Talk with your children about the exciting changes that are going to occur as they get bigger and ready to handle new adventures. And when children show you that they are sad or worried about their move, have 2 boxes ready for them pack; one box to put all of their special memories and things from your classroom that they will take with them and one box ready to collect all their new adventures as they move on to their new space. Because there’s always room for more one more box, especially to be filled with new adventures good memories.
As of April 1, 2014, my children had 43 days left of this school year. And my Sam who is wrapping up his junior year has 218 school days left to complete high school. I’m not completely sure where the time has gone. It seems as if just yesterday I was putting him on the bus to the first day of kindergarten and next September I will watch him drive away to the first day of his senior year. College seems so overwhelming. If memory serves, kindergarten seemed overwhelming too.
The funny thing is, some of the things that I remember helping Sam think about as we were gearing up for the first day of kindergarten seem to be the same things we are thinking forward to with college.
Everywhere I turn I see ads for kindergarten registration for next school year. As classroom teachers I think it’s important for us to remember that not all families have a comfort level with what getting their child ready for school means. As professionals in the field, we can support our families by sharing some of what we know.
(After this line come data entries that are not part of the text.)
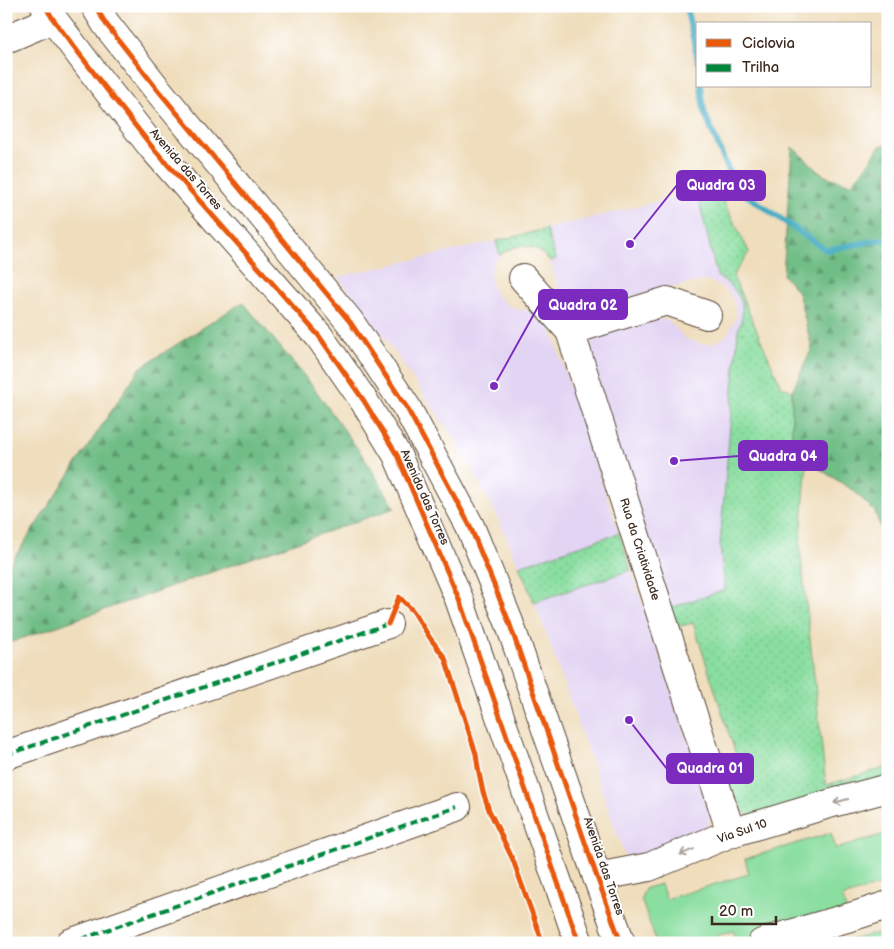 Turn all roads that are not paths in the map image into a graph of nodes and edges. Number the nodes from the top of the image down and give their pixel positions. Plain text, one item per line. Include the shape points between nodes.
1 (94, 6) edge
2 (49, 13) edge
3 (6, 36) edge
4 (523, 278) dead end
5 (707, 315) dead end
6 (570, 331) junction
7 (388, 624) dead end
8 (6, 754) edge
9 (888, 788) edge
10 (456, 807) dead end
11 (731, 834) junction
12 (597, 877) junction
13 (888, 905) edge
14 (70, 943) edge
15 (579, 943) edge
16 (621, 943) edge
17 (762, 943) edge

1 - 12 main road, Avenida das Torres via 158,89 350,322 407,408 466,517 510,622
2 - 3 main road via 11,37
2 - 15 main road, Avenida das Torres via 153,148 319,336 397,455 459,599
4 - 6 main road, Rua da Criatividade
5 - 6 main road via 667,302
6 - 11 main road, Rua da Criatividade
7 - 8 main road
9 -> 11 main road, Via Sul 10
10 - 14 main road
11 -> 12 main road, Via Sul 10 via 650,867
12 - 16 main road, Avenida das Torres
13 - 17 main road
- Inform: As you hear your families talk about kindergarten registration, and even if you don’t, share information about events that are happening within the community.
- Encourage: Tell families how important visiting their child’s potential school can be. Help them think through questions they may ask and some of the differences that they may see.
- Investigate: Ask families where they plan to send their child to kindergarten. Talk about kindergarten in your classroom to help children feel excited about the changes that are coming.
- Connect: Sometimes it helps to have a partner along the way. If families are open to sharing information with one another, introduce them to each other so that they can bounce ideas off of one another about things related to kindergarten.
- Be positive: Transitions, especially big ones, for both adults and children can feel scary. Help both families and children see the fun possibilities that lie ahead.
- Communicate: Talk with other professionals about the skills necessary to help children be and feel successful as they move from preschool to kindergarten. Share those skills with families so they can reinforce them at home.
As I look at the next 251 school days until my Sam transitions to college, I know I have a lot of work ahead of me. It’s really not much different than the work of families preparing children for kindergarten. I need to make sure that Sam and I have the necessary information to choose a good college, just like parents need to choose a good kindergarten. I need to connect with other families who have children at the colleges he is interested in so we can get the scoop on deadlines and fun activities, just like parents who are getting ready to send their children to kindergarten. And most importantly, I need to connect with Sam and his teachers so that I can learn about anything extra I can do at home to support him as he transitions from high school to college.
As early childhood educators, I hope you’ll take time to share with your families and children the things they can do at home to prepare themselves and their children for what’s next. So twelve years later as they start the preparation for college, they can remember the work you did with them to prepare for kindergarten and not feel so overwhelmed.